An appeal to authority is any logical argument that relies significantly upon the authority of the person making that argument as support for that argument. It then becomes circular and flawed.
If you were to replace the person who is actually speaking with anyone else, and look at the same argument and its support, and it doesn't hold up, that's an appeal to authority.
It doesn't matter who the authority is. Just that there was an authority used to support a significantly unsupported argument
> An argument from authority (argumentum ab auctoritate), also called an appeal to authority, or argumentum ad verecundiam, is a form of argument in which a claim made by an authority on some topic is used as evidence to support one's own claim.
Further down:
> Historically, opinion on the appeal to authority has been divided: some hold that it can be a valid or at least defeasible.
You seem to be arguing for appeals to authority as defeasible.
Incorrectly understanding the authority you are quoting shows how problematic it is to make pure appeals to authority.
Lol. But seriously appeal to authority fallacy need not be only when the authority is outside their domain. For instance when authority makes a bad argument.
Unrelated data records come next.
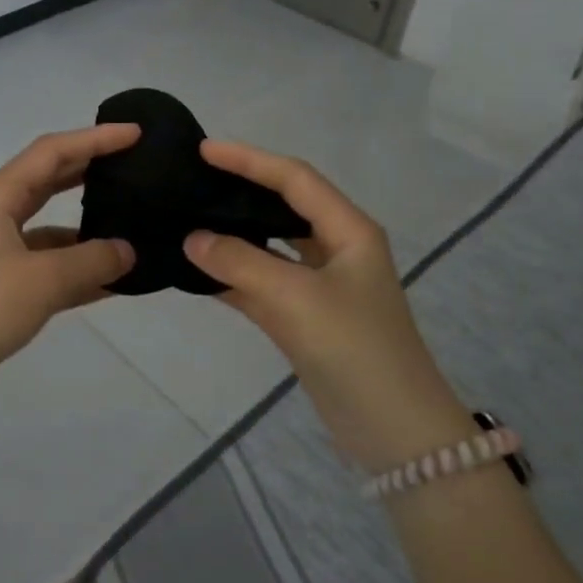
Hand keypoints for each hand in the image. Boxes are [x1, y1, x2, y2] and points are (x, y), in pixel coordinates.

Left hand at [0, 125, 139, 412]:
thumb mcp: (44, 281)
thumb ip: (93, 260)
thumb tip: (128, 251)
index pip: (53, 152)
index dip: (95, 139)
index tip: (136, 134)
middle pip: (49, 178)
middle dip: (90, 169)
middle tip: (133, 164)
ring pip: (49, 222)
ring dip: (86, 223)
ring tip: (131, 220)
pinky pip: (46, 260)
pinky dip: (75, 263)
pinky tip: (112, 278)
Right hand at [182, 140, 473, 471]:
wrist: (394, 431)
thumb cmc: (355, 349)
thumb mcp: (296, 299)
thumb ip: (240, 263)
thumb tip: (191, 238)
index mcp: (349, 231)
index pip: (294, 179)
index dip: (250, 160)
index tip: (204, 150)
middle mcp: (336, 249)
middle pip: (282, 206)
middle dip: (240, 190)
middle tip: (193, 180)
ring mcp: (320, 285)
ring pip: (269, 246)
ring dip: (233, 234)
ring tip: (188, 217)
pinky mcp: (304, 316)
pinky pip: (261, 282)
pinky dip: (231, 275)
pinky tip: (196, 270)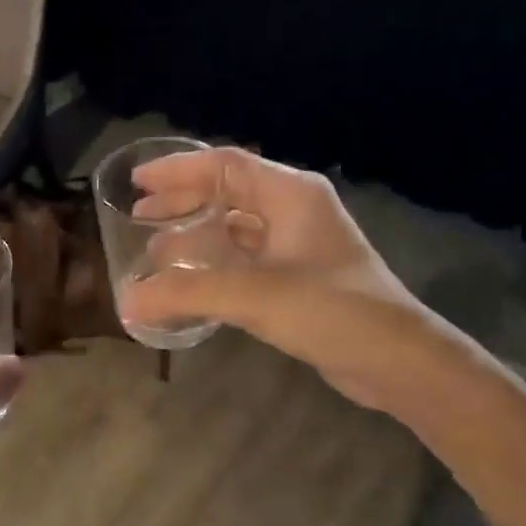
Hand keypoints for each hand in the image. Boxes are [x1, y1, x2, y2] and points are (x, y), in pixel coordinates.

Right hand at [119, 147, 437, 409]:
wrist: (398, 360)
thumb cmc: (331, 310)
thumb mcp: (253, 296)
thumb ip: (186, 294)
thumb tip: (127, 302)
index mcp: (290, 194)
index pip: (225, 165)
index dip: (177, 169)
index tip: (137, 183)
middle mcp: (294, 211)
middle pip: (228, 193)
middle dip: (183, 202)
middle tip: (139, 216)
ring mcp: (299, 246)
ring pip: (236, 229)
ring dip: (197, 236)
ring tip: (156, 251)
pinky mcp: (299, 280)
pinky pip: (246, 260)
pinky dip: (215, 266)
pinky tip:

The dividing line here is that it's fallacious to argue that something is true simply based on authority. That doesn't hold where there are external cogent reasons for following that authority (eg. in this example: it's a difficult problem that's well studied by many, and the body of work has not yet yeileded an answer such that it's unlikely that a more casual hunch will do so).
I'm not saying that this type of proof was applied perfectly here, however, the notion of proving that solving problem X must be hard because solving it would solve problem Y, which is (at least for now) known to be hard is a fundamental methodology in the field of computational complexity theory. There is a strong academic basis in these types of lines of reasoning, specifically in computing and optimization.
I'm not a trained computer scientist but didn't Daniel Lemire (purportedly) answer a different question from what OP asked? In OPs question k is fixed, wouldn't that open up avenues to implementation different from when k is not?